The appellant's conviction should therefore be set aside. There was no evidence before the Magistrate which would show that the words used by the appellant were intended or were reasonably likely to provoke physical retaliation. It follows that the Magistrate (and, on appeal to the District Court under Pt 9 of the Justices Act 1886 (Q): s 223 provided for an appeal "by way of rehearing on the evidence .... given in the proceeding" before the Magistrate) should have dismissed the charge.
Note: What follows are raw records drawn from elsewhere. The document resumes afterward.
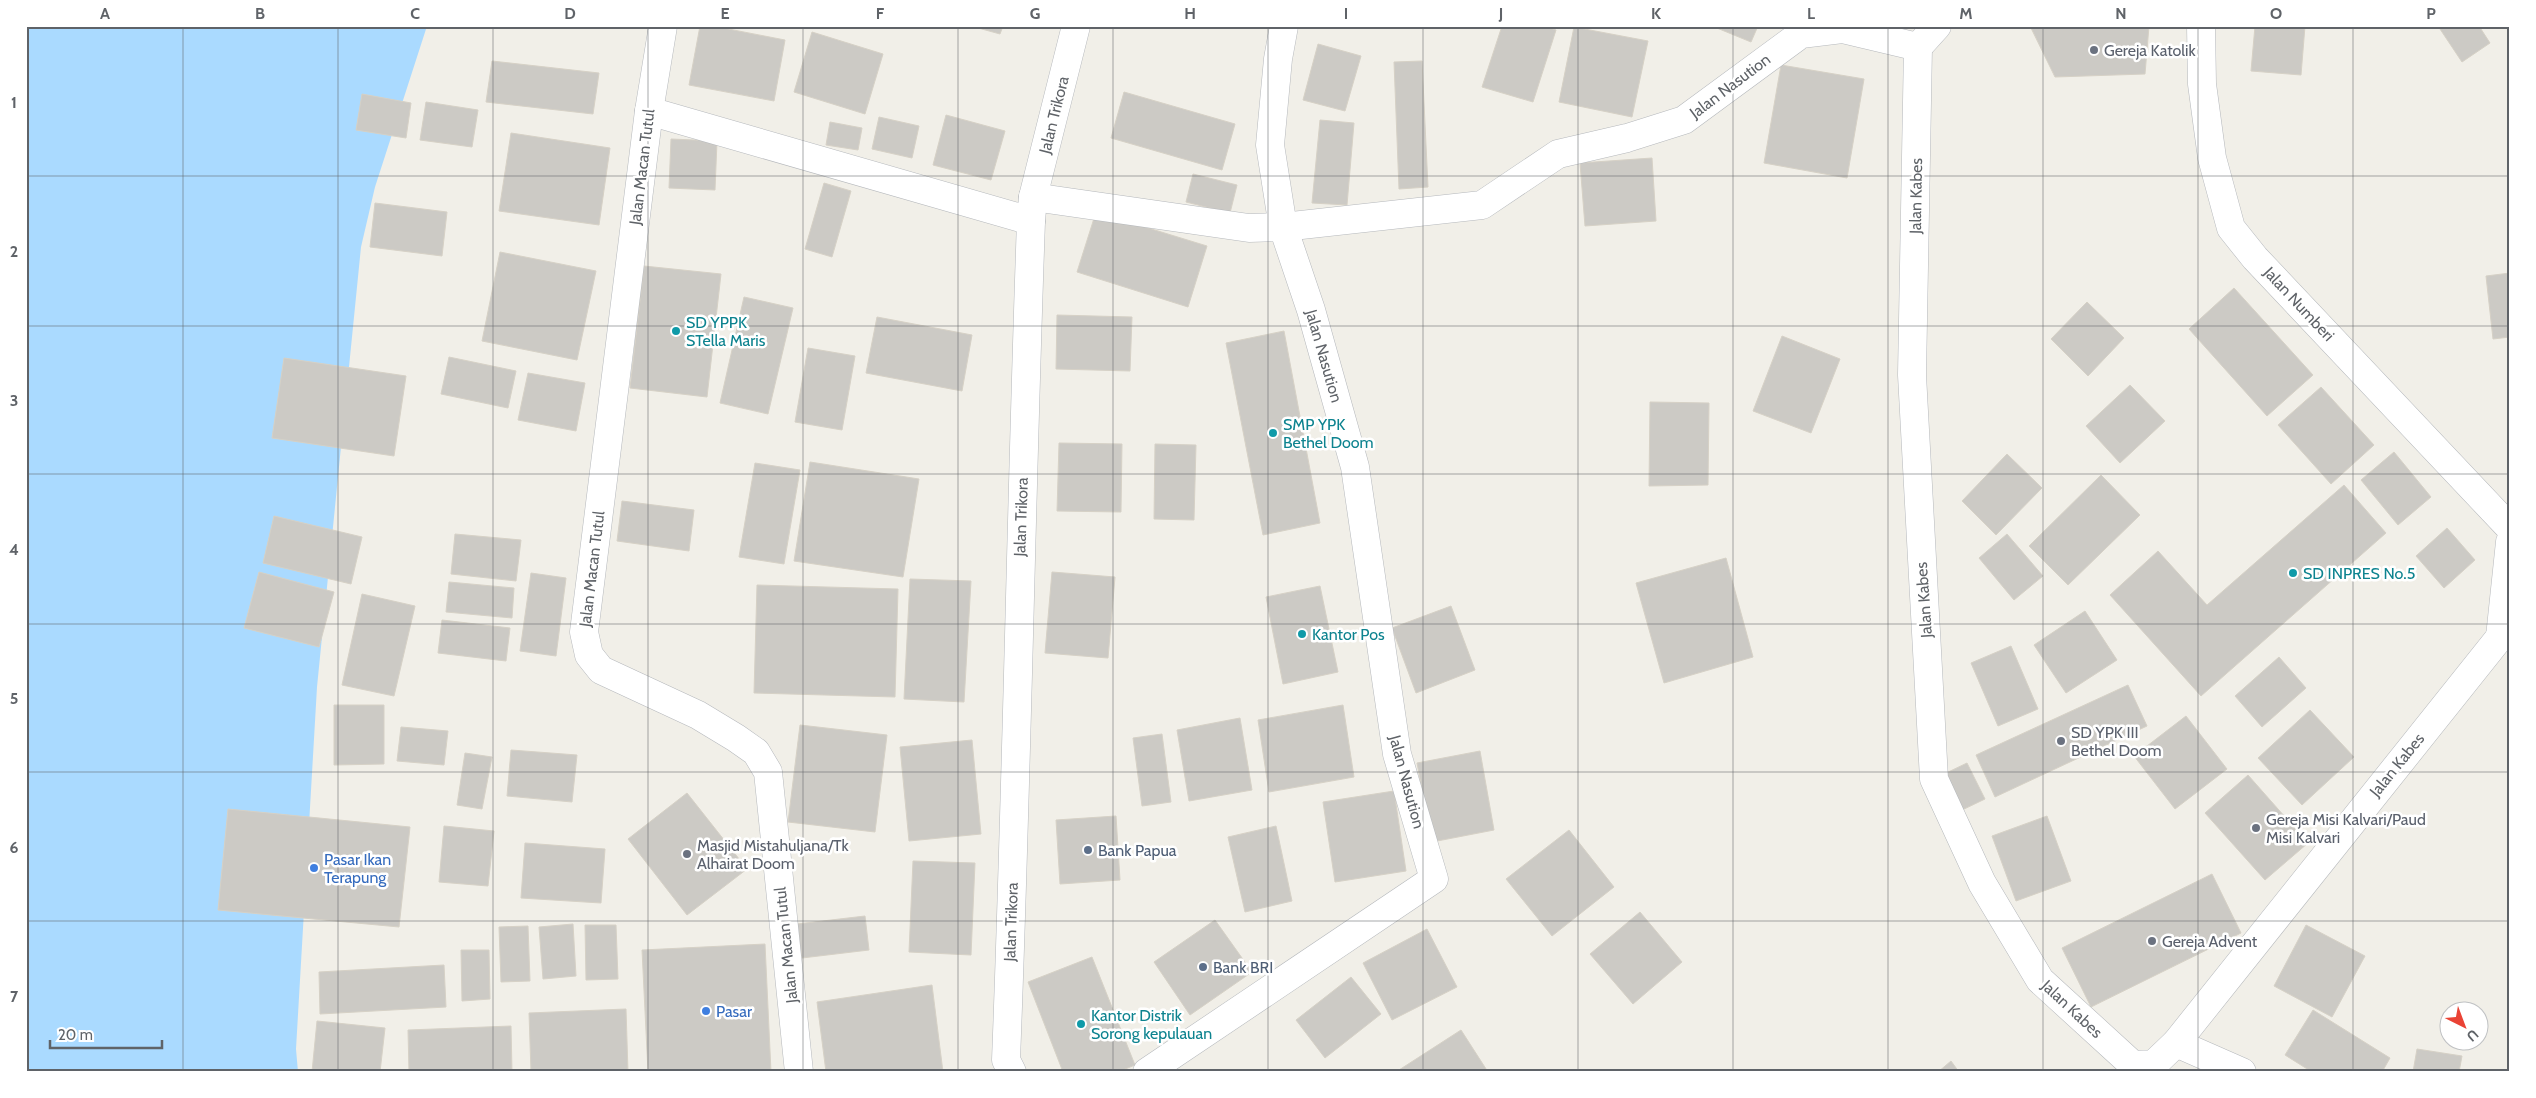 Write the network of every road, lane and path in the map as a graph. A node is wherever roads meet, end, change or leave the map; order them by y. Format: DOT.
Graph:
graph roads {
  1 [pos="663,26"];
  2 [pos="1076,26"];
  3 [pos="1284,26"];
  4 [pos="1937,26"];
  5 [pos="2201,26"];
  6 [pos="1911,37"];
  7 [pos="649,111"];
  8 [pos="1032,209"];
  9 [pos="1283,227"];
  10 [pos="2510,528"];
  11 [pos="2510,542"];
  12 [pos="2505,634"];
  13 [pos="2176,1043"];
  14 [pos="2152,1068"];
  15 [pos="1008,1071"];
  16 [pos="799,1072"];
  17 [pos="1147,1072"];
  18 [pos="2242,1072"];
  1 -- 7 [label="street, Jalan Macan Tutul"];
  2 -- 8 [label="street, Jalan Trikora"];
  3 -- 9 [label="street"];
  4 -- 6 [label="street"];
  5 -- 10 [label="street, Jalan Numberi"];
  6 -- 9 [label="street, Jalan Nasution"];
  6 -- 14 [label="street, Jalan Kabes"];
  7 -- 8 [label="street"];
  7 -- 16 [label="street, Jalan Macan Tutul"];
  8 -- 9 [label="street"];
  8 -- 15 [label="street, Jalan Trikora"];
  9 -- 17 [label="street, Jalan Nasution"];
  11 -- 12 [label="street"];
  12 -- 13 [label="street, Jalan Kabes"];
  13 -- 14 [label="street, Jalan Kabes"];
  13 -- 18 [label="street"];
} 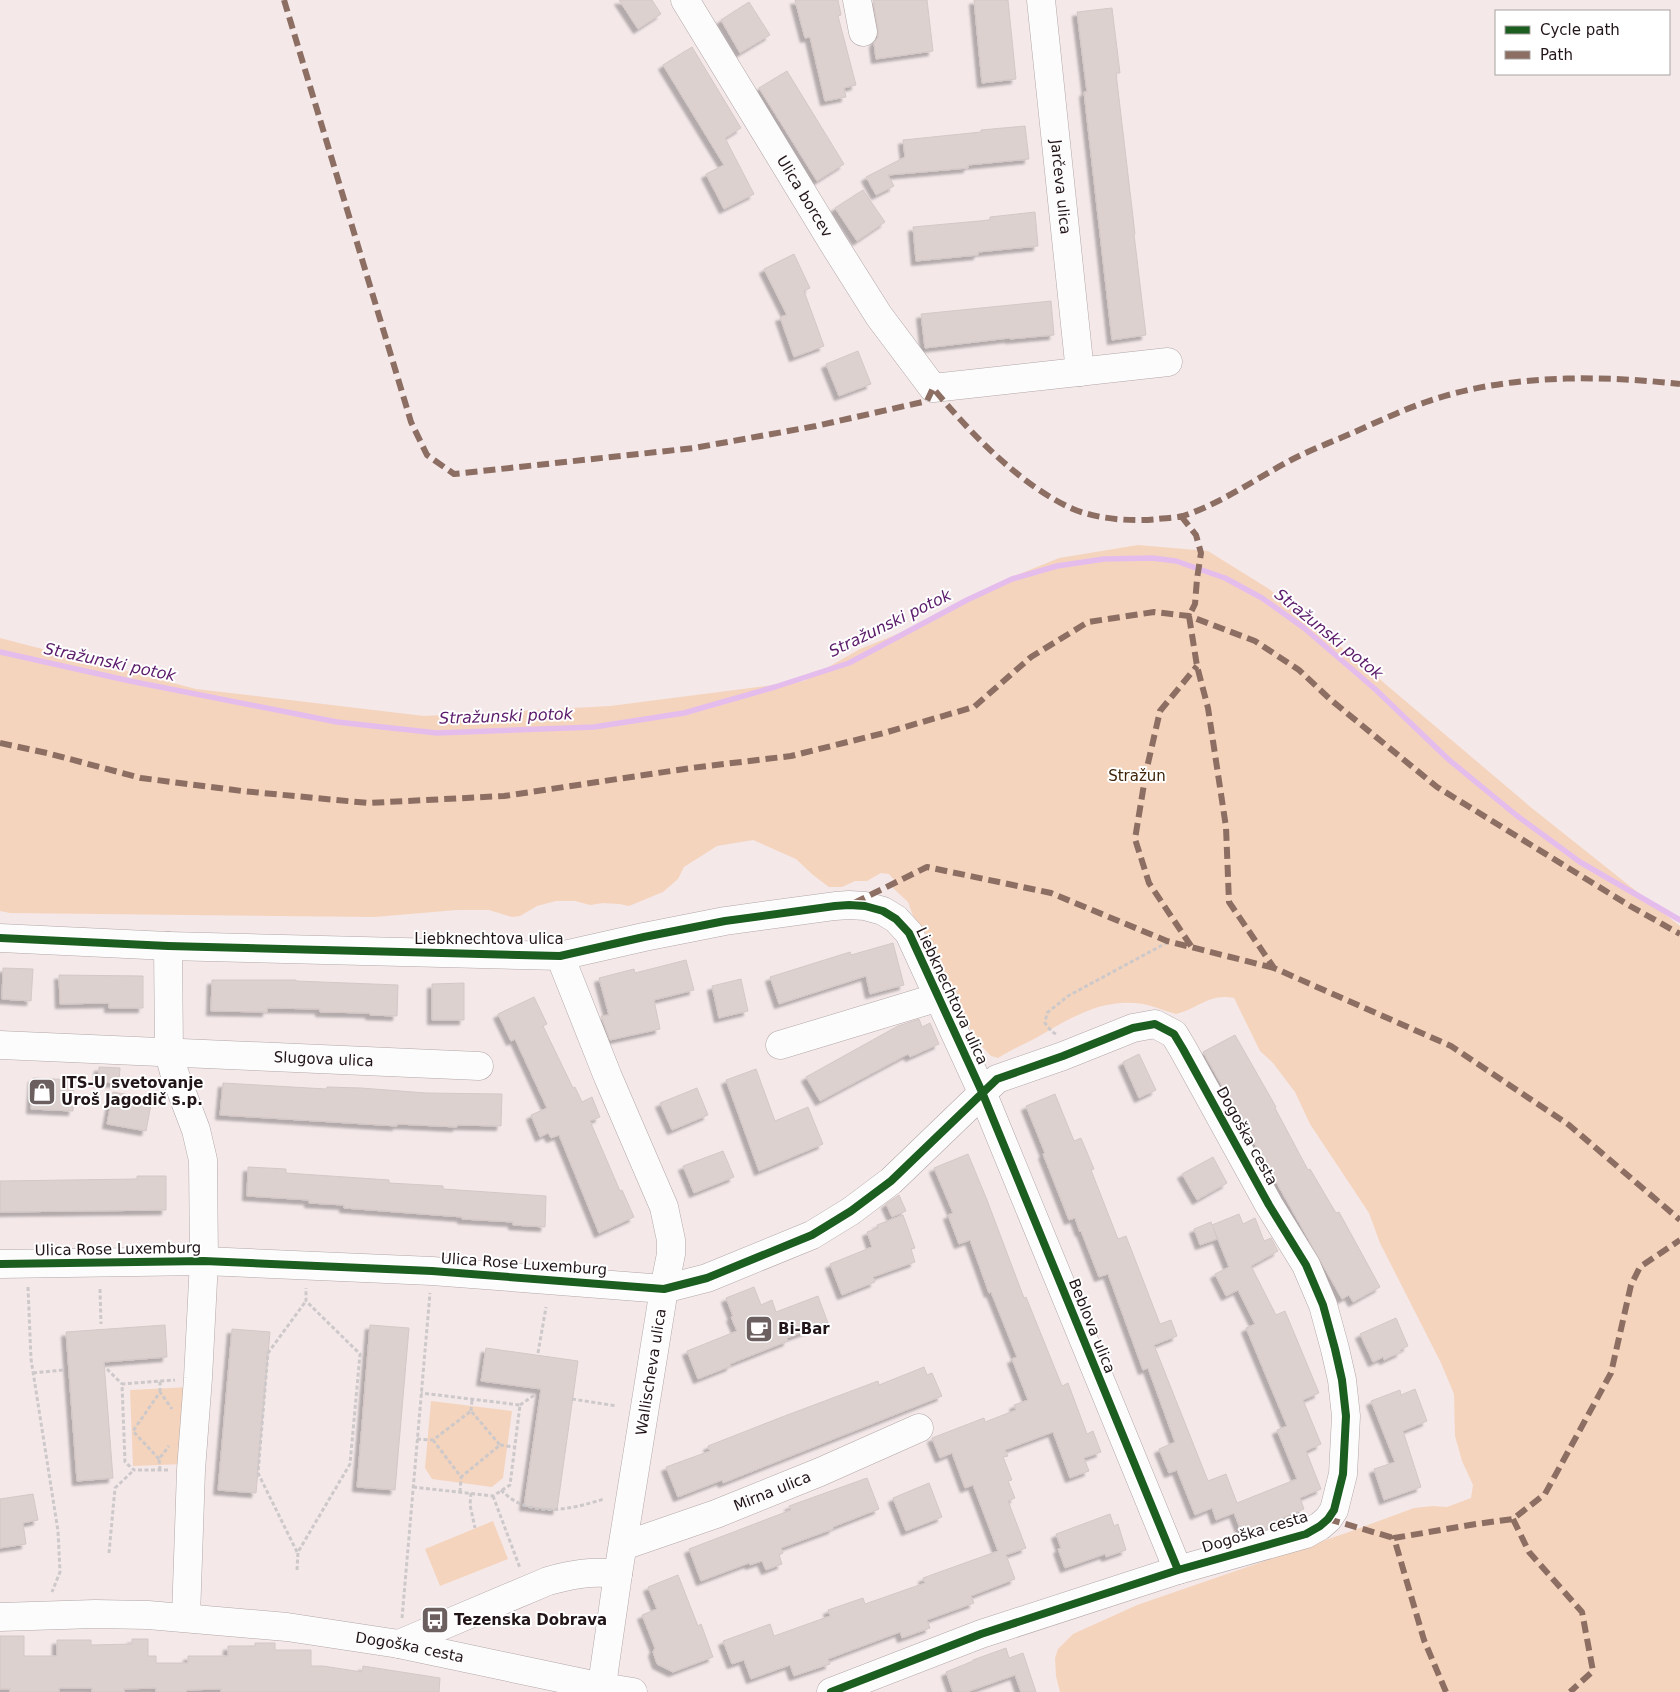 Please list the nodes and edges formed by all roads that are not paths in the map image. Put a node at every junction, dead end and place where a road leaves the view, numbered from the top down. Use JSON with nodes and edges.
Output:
{"nodes":[{"id":1,"x":685,"y":0,"type":"edge"},
{"id":2,"x":857,"y":0,"type":"edge"},
{"id":3,"x":1041,"y":0,"type":"edge"},
{"id":4,"x":863,"y":32,"type":"dead end"},
{"id":5,"x":1168,"y":362,"type":"dead end"},
{"id":6,"x":1080,"y":372,"type":"junction"},
{"id":7,"x":0,"y":938,"type":"edge"},
{"id":8,"x":168,"y":946,"type":"junction"},
{"id":9,"x":560,"y":956,"type":"junction"},
{"id":10,"x":939,"y":997,"type":"junction"},
{"id":11,"x":0,"y":1045,"type":"edge"},
{"id":12,"x":780,"y":1045,"type":"dead end"},
{"id":13,"x":169,"y":1053,"type":"junction"},
{"id":14,"x":480,"y":1066,"type":"dead end"},
{"id":15,"x":982,"y":1092,"type":"junction"},
{"id":16,"x":204,"y":1262,"type":"junction"},
{"id":17,"x":13,"y":1264,"type":"edge"},
{"id":18,"x":664,"y":1289,"type":"junction"},
{"id":19,"x":919,"y":1428,"type":"dead end"},
{"id":20,"x":623,"y":1546,"type":"junction"},
{"id":21,"x":1178,"y":1570,"type":"junction"},
{"id":22,"x":618,"y":1574,"type":"junction"},
{"id":23,"x":0,"y":1616,"type":"edge"},
{"id":24,"x":186,"y":1617,"type":"junction"},
{"id":25,"x":400,"y":1644,"type":"junction"},
{"id":26,"x":602,"y":1690,"type":"edge"},
{"id":27,"x":633,"y":1692,"type":"edge"},
{"id":28,"x":831,"y":1692,"type":"edge"}],
"edges":[{"from":1,"to":6,"type":"street","name":"Ulica borcev"},
{"from":2,"to":4,"type":"street"},
{"from":3,"to":6,"type":"street","name":"Jarčeva ulica"},
{"from":5,"to":6,"type":"street"},
{"from":7,"to":8,"type":"street","name":"Liebknechtova ulica"},
{"from":8,"to":9,"type":"street","name":"Liebknechtova ulica"},
{"from":8,"to":13,"type":"street"},
{"from":9,"to":10,"type":"street","name":"Liebknechtova ulica"},
{"from":9,"to":18,"type":"street","name":"Wallischeva ulica"},
{"from":10,"to":12,"type":"street"},
{"from":10,"to":15,"type":"street","name":"Liebknechtova ulica"},
{"from":11,"to":13,"type":"street","name":"Slugova ulica"},
{"from":13,"to":14,"type":"street","name":"Slugova ulica"},
{"from":13,"to":16,"type":"street"},
{"from":15,"to":18,"type":"street","name":"Ulica Rose Luxemburg"},
{"from":15,"to":21,"type":"street","name":"Beblova ulica"},
{"from":15,"to":21,"type":"street","name":"Dogoška cesta"},
{"from":16,"to":17,"type":"street","name":"Ulica Rose Luxemburg"},
{"from":16,"to":18,"type":"street","name":"Ulica Rose Luxemburg"},
{"from":16,"to":24,"type":"street"},
{"from":18,"to":20,"type":"street","name":"Wallischeva ulica"},
{"from":19,"to":20,"type":"street","name":"Mirna ulica"},
{"from":20,"to":22,"type":"street","name":"Wallischeva ulica"},
{"from":21,"to":28,"type":"street","name":"Dogoška cesta"},
{"from":22,"to":25,"type":"street"},
{"from":22,"to":26,"type":"street","name":"Wallischeva ulica"},
{"from":23,"to":24,"type":"street","name":"Dogoška cesta"},
{"from":24,"to":25,"type":"street","name":"Dogoška cesta"},
{"from":25,"to":26,"type":"street","name":"Dogoška cesta"},
{"from":26,"to":27,"type":"street","name":"Dogoška cesta"}]}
What of the offences of obstructing police and assaulting police? Those offences require reference to the Police Powers Act.
THE POLICE POWERS ACT
At the time of the appellant's arrest, s 35(1) of the Police Powers Act provided that it was lawful for a police officer, without warrant, to arrest a person the officer "reasonably suspects has committed or is committing an offence", if to do so was reasonably necessary for one or more of the reasons specified in the section. One of those reasons was "to prevent the continuation or repetition of an offence or the commission of another offence" (s 35(1)(a)).
Section 7(1)(d) of the Vagrants Act being a valid enactment (albeit one which bears a construction narrower than that given to it by the Court of Appeal) the question about the lawfulness of the appellant's arrest for an offence against that section falls away. The appellant's contentions in this regard were predicated on this Court holding that s 7(1)(d) was invalid, and for the reasons given earlier that is not the conclusion to which we come. The appellant did not contend that in the circumstances of this case, if s 7(1)(d) were valid, the arresting officers could not reasonably have suspected that he was then committing an offence under s 7(1)(d) of the Act and that his arrest was necessary to prevent repetition of the offence.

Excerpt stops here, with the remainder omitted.